Start of SOURCE MATERIAL

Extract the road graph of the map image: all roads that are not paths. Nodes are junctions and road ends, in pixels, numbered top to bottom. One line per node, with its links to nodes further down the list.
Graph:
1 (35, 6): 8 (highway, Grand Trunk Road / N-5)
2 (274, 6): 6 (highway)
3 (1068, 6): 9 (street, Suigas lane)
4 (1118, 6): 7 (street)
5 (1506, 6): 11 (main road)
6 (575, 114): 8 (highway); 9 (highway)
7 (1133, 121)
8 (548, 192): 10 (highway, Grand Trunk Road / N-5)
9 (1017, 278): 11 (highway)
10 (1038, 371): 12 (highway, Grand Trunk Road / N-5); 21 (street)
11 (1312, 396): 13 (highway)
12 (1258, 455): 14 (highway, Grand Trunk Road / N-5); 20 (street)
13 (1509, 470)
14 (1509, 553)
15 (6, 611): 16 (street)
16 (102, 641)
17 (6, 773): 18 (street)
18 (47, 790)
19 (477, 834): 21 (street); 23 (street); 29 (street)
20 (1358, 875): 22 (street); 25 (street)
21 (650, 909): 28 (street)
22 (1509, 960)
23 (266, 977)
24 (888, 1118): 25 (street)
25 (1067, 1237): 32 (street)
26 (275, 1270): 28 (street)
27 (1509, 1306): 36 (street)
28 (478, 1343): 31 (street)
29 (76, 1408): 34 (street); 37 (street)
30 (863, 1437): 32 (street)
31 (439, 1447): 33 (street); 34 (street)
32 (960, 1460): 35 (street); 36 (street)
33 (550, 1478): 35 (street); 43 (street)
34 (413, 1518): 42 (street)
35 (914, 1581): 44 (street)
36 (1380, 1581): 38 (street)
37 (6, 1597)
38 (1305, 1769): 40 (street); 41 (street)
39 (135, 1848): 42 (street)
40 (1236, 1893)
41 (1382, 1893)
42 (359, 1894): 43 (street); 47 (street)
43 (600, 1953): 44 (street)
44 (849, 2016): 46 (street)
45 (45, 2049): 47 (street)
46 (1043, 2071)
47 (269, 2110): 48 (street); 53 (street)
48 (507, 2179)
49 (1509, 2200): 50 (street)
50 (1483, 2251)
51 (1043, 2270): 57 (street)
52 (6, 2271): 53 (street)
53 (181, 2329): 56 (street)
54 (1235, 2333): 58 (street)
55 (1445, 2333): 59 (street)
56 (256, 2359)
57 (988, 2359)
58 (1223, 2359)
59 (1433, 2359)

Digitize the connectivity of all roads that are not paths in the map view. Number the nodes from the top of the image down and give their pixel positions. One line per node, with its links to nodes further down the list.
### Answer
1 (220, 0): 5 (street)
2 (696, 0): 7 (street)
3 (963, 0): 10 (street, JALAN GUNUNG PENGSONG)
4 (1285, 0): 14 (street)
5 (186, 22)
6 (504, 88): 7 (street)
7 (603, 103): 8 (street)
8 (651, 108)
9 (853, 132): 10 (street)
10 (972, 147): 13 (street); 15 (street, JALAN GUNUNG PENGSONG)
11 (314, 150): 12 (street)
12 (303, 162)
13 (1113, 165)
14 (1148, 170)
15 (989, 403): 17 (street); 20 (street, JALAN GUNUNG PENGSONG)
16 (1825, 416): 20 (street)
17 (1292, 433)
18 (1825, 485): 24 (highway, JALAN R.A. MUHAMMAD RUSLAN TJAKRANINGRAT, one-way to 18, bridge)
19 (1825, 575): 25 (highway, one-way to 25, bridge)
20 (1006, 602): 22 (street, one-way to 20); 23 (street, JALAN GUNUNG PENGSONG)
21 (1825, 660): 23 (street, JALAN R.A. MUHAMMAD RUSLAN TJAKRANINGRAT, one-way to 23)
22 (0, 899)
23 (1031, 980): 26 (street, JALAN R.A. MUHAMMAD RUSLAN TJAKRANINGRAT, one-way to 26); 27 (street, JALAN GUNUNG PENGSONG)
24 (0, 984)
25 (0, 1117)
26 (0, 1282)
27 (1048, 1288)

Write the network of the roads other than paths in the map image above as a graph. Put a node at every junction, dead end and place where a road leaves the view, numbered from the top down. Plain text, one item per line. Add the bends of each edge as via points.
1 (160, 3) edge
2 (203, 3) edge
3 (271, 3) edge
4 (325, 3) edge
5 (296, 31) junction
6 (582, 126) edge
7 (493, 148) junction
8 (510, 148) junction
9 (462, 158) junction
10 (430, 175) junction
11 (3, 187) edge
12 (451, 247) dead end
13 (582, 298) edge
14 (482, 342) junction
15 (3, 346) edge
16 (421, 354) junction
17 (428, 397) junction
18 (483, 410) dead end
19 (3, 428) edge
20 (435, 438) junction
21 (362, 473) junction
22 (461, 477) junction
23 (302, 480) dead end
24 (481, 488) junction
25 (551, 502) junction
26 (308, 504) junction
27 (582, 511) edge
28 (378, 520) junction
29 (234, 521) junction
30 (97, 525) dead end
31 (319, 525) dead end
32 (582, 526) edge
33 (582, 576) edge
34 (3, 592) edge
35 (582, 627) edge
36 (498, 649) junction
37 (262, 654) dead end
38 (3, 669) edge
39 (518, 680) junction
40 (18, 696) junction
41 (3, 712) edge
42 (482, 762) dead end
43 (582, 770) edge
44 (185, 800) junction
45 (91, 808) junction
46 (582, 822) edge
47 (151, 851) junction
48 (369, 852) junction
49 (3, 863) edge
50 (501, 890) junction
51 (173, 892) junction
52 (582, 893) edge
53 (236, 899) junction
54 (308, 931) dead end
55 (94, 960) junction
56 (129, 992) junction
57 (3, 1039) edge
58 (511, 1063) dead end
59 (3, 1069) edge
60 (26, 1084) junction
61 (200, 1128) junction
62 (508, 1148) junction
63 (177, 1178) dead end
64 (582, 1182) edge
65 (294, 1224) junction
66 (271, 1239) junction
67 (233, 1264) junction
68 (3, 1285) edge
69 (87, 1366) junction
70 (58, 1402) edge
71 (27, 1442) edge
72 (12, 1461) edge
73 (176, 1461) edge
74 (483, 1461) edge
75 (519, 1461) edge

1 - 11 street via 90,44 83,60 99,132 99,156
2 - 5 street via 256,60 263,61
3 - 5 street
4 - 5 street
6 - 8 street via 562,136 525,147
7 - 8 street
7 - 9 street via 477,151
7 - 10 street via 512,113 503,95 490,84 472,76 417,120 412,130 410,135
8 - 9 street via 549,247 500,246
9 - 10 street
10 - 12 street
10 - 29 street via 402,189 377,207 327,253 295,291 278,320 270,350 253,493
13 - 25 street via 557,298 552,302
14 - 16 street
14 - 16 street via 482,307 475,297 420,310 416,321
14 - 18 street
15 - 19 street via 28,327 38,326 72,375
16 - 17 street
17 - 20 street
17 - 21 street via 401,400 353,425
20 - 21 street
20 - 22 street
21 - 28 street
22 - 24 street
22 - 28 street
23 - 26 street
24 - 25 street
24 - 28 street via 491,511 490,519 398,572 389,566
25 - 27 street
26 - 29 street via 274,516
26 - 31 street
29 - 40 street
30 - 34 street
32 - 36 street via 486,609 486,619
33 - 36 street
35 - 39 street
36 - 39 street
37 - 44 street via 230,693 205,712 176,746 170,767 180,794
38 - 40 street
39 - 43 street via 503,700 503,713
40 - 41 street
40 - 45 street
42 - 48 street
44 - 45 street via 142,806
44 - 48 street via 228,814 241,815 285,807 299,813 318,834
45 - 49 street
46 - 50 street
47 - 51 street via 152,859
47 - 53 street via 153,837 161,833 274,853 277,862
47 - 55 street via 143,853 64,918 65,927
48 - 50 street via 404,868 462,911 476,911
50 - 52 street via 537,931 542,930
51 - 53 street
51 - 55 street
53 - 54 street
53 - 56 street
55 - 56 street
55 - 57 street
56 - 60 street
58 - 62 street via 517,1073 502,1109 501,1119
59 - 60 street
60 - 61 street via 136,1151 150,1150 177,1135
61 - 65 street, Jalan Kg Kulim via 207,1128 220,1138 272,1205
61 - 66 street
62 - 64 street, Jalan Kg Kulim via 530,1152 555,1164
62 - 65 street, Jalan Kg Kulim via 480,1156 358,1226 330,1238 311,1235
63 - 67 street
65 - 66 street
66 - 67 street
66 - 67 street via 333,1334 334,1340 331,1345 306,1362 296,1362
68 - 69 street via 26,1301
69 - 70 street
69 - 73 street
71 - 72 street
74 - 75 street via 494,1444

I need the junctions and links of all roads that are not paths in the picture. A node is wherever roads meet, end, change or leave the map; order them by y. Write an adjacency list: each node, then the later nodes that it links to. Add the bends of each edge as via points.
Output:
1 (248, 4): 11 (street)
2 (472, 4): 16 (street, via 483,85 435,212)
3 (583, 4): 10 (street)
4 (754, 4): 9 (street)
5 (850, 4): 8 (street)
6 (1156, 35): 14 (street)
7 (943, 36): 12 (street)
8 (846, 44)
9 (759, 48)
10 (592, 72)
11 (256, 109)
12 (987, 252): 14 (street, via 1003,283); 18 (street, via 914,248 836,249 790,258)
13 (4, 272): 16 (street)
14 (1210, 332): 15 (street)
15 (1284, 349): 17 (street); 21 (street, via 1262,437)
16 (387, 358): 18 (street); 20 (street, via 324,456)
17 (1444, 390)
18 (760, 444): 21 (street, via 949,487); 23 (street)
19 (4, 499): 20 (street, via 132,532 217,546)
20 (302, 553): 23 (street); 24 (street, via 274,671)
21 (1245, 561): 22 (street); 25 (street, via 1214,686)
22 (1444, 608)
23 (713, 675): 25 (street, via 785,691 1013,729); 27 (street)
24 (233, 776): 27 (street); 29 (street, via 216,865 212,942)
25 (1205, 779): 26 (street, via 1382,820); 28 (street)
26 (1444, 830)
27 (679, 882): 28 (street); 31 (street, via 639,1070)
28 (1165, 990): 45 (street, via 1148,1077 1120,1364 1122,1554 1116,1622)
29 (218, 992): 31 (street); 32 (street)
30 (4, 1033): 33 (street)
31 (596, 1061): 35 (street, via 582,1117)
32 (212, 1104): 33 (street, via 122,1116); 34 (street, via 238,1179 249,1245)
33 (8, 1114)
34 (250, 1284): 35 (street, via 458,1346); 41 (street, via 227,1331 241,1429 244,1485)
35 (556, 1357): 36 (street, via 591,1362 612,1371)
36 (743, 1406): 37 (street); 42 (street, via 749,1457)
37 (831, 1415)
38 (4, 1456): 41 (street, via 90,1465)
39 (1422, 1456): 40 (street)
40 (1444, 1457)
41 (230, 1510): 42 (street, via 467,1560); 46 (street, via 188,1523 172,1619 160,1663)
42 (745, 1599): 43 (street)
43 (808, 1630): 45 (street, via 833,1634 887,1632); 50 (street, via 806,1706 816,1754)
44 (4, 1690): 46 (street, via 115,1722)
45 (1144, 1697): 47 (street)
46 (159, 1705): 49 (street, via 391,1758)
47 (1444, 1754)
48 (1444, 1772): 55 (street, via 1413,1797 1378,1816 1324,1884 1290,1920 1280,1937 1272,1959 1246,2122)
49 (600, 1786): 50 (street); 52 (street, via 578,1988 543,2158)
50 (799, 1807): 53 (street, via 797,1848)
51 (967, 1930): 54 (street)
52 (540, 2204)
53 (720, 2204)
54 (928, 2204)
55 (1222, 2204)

End of SOURCE MATERIAL

> [WHAT THE TASK REQUIRES]:
The answer must be every line from the records above that contains the word "RUSLAN", copied in full.

> [TASK RESPONSE]:
18 (1825, 485): 24 (highway, JALAN R.A. MUHAMMAD RUSLAN TJAKRANINGRAT, one-way to 18, bridge)
21 (1825, 660): 23 (street, JALAN R.A. MUHAMMAD RUSLAN TJAKRANINGRAT, one-way to 23)
23 (1031, 980): 26 (street, JALAN R.A. MUHAMMAD RUSLAN TJAKRANINGRAT, one-way to 26); 27 (street, JALAN GUNUNG PENGSONG)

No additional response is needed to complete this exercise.